We choose materials entirely on the basis of design and function- we seek to solve an inconvenience in the most beautiful way. We also constantly search for wonderfull and rare materials - our newest earrings are currently being set with meteorites!
Lastly, your latest collection "Neel" is deeply rooted in philanthropic activity as ESTAA donate 10% of this collection's profits to the Sea Change Project https://
I was watching Chef’s Table on Netflix, and the first episode was about Massimo Bottura, world renowned chef. In 2012, after two major earthquakes devastated Italy’s Emilia- Romagna region and its stores of Parmigiano-Reggiano cheese; Bottura created a risotto recipe that heavily featured the cheeses, and then promoted it through the Slow Food Movement. Within three months all the cheese was sold out, thus averting a massive economic disaster. I found the idea of food as an agent for social change very inspiring, and wondered how we could do the same with jewelry!
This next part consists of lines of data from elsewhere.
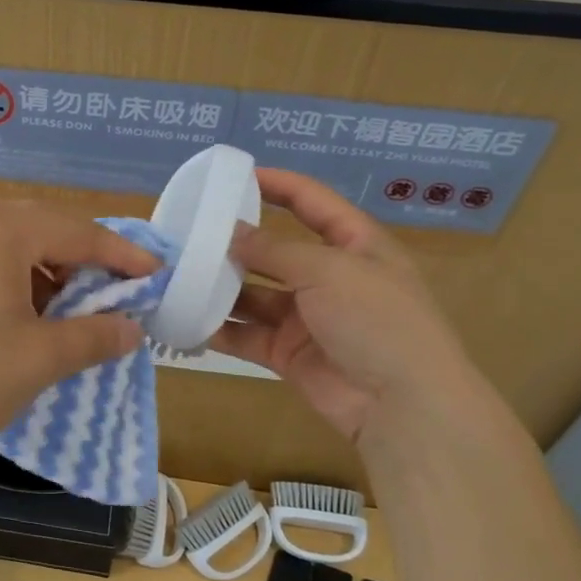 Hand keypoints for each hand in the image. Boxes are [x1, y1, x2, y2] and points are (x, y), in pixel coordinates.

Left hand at [0, 200, 158, 480]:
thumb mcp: (41, 359)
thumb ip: (95, 335)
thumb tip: (131, 328)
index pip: (75, 232)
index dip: (120, 255)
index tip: (155, 273)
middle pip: (39, 229)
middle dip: (81, 260)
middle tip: (114, 292)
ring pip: (6, 246)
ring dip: (44, 272)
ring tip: (66, 312)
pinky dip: (9, 281)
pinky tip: (18, 317)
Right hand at [211, 169, 473, 441]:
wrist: (401, 405)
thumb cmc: (376, 320)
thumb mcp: (328, 271)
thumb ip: (274, 250)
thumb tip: (231, 232)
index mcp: (355, 245)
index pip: (312, 202)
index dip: (277, 185)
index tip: (234, 175)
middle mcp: (330, 277)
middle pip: (276, 250)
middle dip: (236, 242)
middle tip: (189, 232)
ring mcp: (308, 317)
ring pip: (255, 294)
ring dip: (221, 286)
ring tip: (178, 274)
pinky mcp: (288, 353)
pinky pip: (247, 334)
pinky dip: (219, 328)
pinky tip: (184, 317) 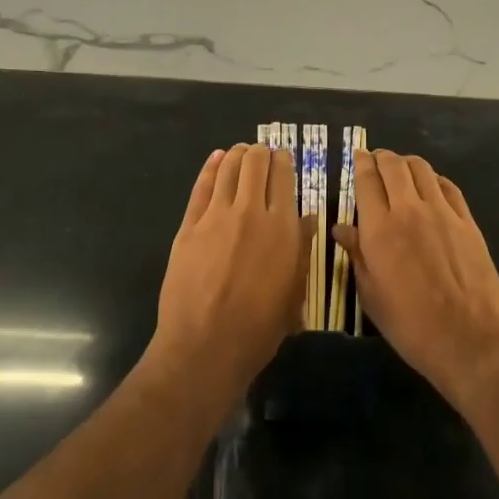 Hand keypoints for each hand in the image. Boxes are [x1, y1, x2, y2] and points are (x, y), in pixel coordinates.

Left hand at [150, 145, 308, 400]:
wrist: (205, 346)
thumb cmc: (259, 327)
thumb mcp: (293, 292)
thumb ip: (301, 249)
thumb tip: (309, 219)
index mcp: (282, 227)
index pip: (284, 176)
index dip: (284, 161)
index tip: (283, 158)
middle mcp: (251, 212)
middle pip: (255, 163)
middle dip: (261, 153)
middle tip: (262, 155)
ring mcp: (216, 216)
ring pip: (228, 168)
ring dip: (237, 155)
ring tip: (240, 152)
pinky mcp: (189, 225)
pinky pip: (201, 186)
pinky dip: (210, 167)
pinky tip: (216, 159)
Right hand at [334, 150, 498, 405]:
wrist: (468, 338)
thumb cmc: (410, 324)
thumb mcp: (371, 295)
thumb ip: (356, 254)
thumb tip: (341, 229)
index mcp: (379, 229)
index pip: (367, 179)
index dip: (360, 162)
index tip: (357, 156)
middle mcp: (409, 210)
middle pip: (394, 165)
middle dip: (382, 157)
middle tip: (376, 161)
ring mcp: (442, 212)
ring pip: (422, 168)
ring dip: (407, 163)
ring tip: (401, 170)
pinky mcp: (467, 221)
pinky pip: (448, 186)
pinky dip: (434, 179)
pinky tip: (430, 186) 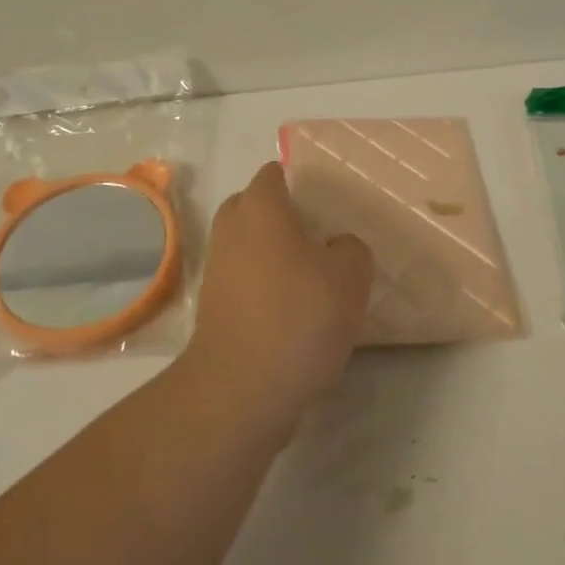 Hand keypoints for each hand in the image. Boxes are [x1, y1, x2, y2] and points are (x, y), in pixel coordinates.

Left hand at [179, 162, 373, 443]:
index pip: (274, 174)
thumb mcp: (350, 276)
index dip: (299, 182)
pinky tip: (295, 313)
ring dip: (273, 255)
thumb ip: (351, 249)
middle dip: (282, 217)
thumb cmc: (298, 317)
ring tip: (313, 279)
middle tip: (320, 237)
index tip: (326, 203)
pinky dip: (264, 288)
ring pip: (247, 246)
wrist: (241, 390)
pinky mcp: (214, 309)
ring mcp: (217, 270)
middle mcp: (231, 230)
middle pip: (253, 207)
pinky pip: (243, 282)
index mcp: (260, 208)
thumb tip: (337, 248) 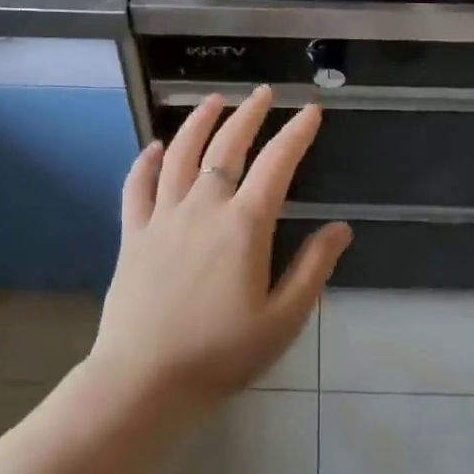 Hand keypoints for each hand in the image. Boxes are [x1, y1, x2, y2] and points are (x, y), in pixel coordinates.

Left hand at [90, 87, 350, 412]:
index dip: (296, 134)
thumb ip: (313, 270)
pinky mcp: (133, 233)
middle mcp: (203, 207)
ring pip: (180, 154)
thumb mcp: (282, 320)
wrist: (144, 380)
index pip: (277, 164)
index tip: (311, 111)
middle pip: (227, 146)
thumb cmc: (221, 355)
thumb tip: (340, 229)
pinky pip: (137, 185)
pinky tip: (153, 146)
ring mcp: (163, 217)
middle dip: (249, 114)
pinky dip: (145, 160)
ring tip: (213, 100)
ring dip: (198, 122)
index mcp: (244, 226)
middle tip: (263, 92) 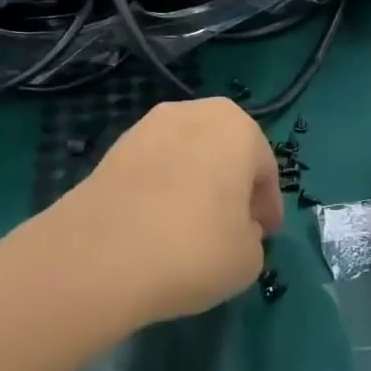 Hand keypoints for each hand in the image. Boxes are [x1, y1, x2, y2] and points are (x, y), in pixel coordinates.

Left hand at [52, 99, 282, 330]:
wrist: (103, 252)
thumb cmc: (195, 247)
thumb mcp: (248, 258)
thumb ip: (251, 236)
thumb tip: (235, 227)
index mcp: (238, 128)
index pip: (264, 169)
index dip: (266, 206)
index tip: (263, 236)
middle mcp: (195, 112)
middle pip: (225, 151)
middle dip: (231, 185)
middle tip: (231, 226)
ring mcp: (149, 124)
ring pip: (188, 155)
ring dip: (195, 182)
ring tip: (189, 226)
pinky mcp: (115, 146)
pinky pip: (154, 166)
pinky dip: (162, 187)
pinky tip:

In 2020, we created our first ‘conscious' jewelry collection called UNITY, whose proceeds provided 42000 meals to stranded migrant craftsmen during the first wave of the COVID pandemic. We had an amazing response to this collection and the orders helped provide employment to many of these craftsmen.
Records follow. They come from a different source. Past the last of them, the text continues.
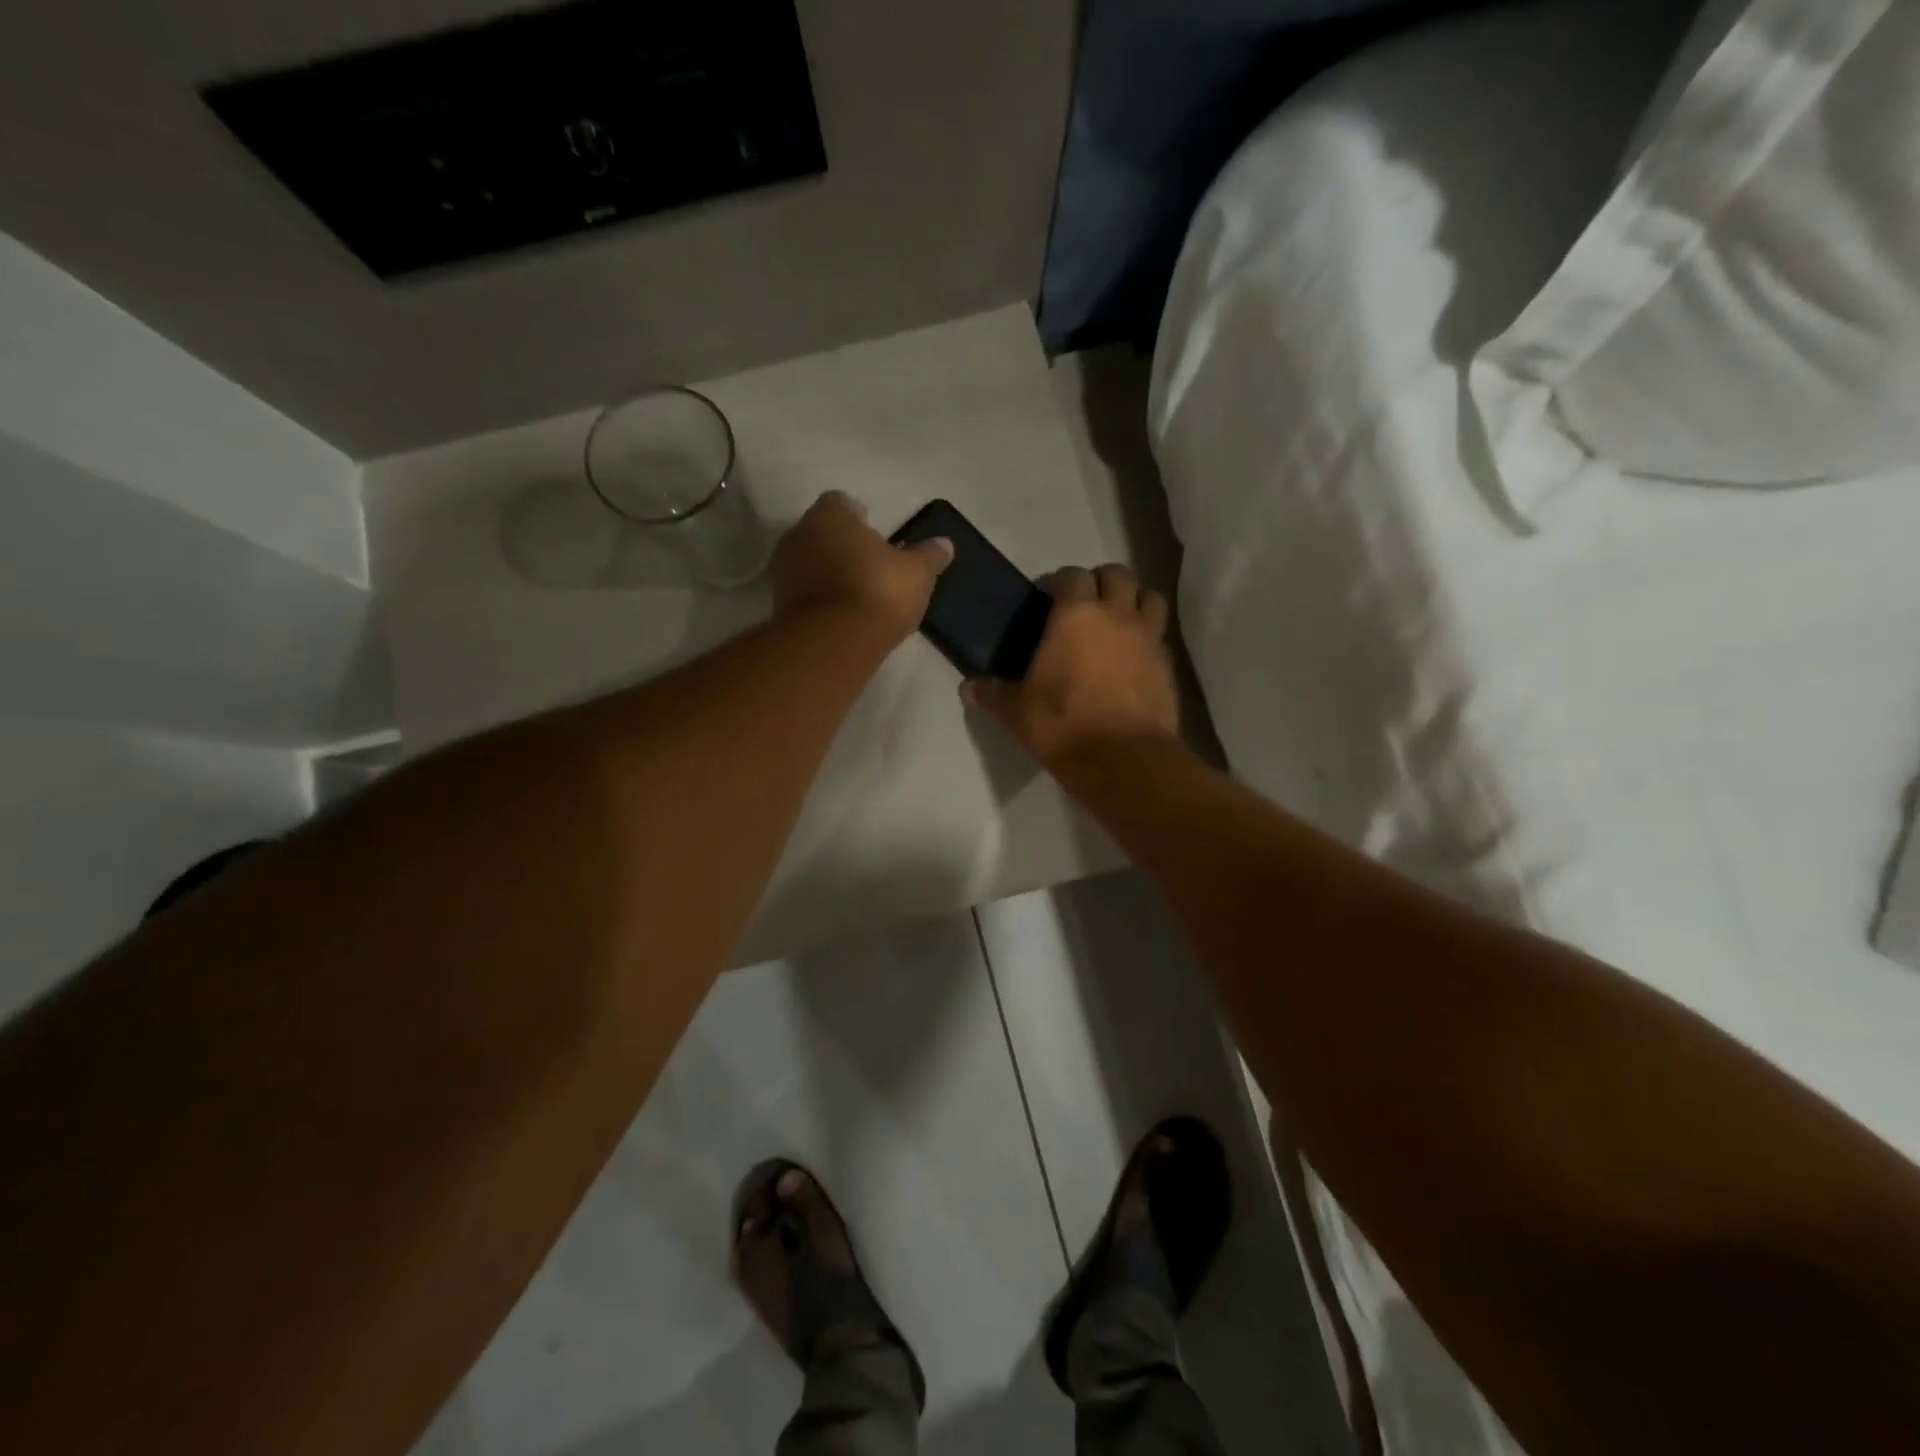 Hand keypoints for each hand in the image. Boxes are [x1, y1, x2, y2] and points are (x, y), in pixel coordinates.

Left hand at [772, 492, 951, 642]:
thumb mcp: (917, 574)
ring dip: (828, 571)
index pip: (841, 502)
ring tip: (855, 593)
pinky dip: (818, 597)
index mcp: (830, 516)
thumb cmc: (877, 593)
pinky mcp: (778, 604)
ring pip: (809, 561)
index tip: (876, 537)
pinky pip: (803, 591)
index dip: (859, 517)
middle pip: (822, 532)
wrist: (833, 643)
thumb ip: (930, 556)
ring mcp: (784, 570)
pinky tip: (840, 614)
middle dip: (842, 544)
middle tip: (869, 565)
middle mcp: (799, 534)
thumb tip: (945, 544)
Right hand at [964, 564, 1178, 764]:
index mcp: (1076, 614)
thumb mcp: (1016, 711)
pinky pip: (1160, 636)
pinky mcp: (1167, 665)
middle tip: (1084, 603)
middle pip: (1117, 574)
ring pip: (1150, 596)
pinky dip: (1149, 636)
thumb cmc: (1062, 724)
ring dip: (1134, 599)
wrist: (1122, 759)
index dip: (1057, 582)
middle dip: (1100, 581)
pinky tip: (1133, 656)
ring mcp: (1148, 637)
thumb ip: (993, 694)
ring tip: (1117, 619)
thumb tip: (969, 688)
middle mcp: (1116, 615)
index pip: (1070, 576)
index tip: (1045, 598)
I am an advanced scuba diver, always finding inspiration in the colors and forms of the oceanic world, all the while chasing my next dive location, before the corals bleach due to climate change. So we combined these intentions and ideas and came up with Neel to bring awareness to Project Sea Change, a movie that inspired me deeply. With a focused collection, we can help protect the oceans by bringing attention to its bountiful beauty and by preserving its forms endlessly in jewelry, using Aluminium, a sustainable and infinitely recyclable metal which can be crafted in thousands of colors. Paying attention to sustainability is an important way of life going forward in a post pandemic world.
COVID taught me that philanthropy needs be at the root of everything we do. Be it with symbolic storytelling - as represented by the stories we tell through jewels from the Arya collection which aims to empower women living in a patriarchal world; all the way to creating avenues for social change through Neel which helps preserve the oceans.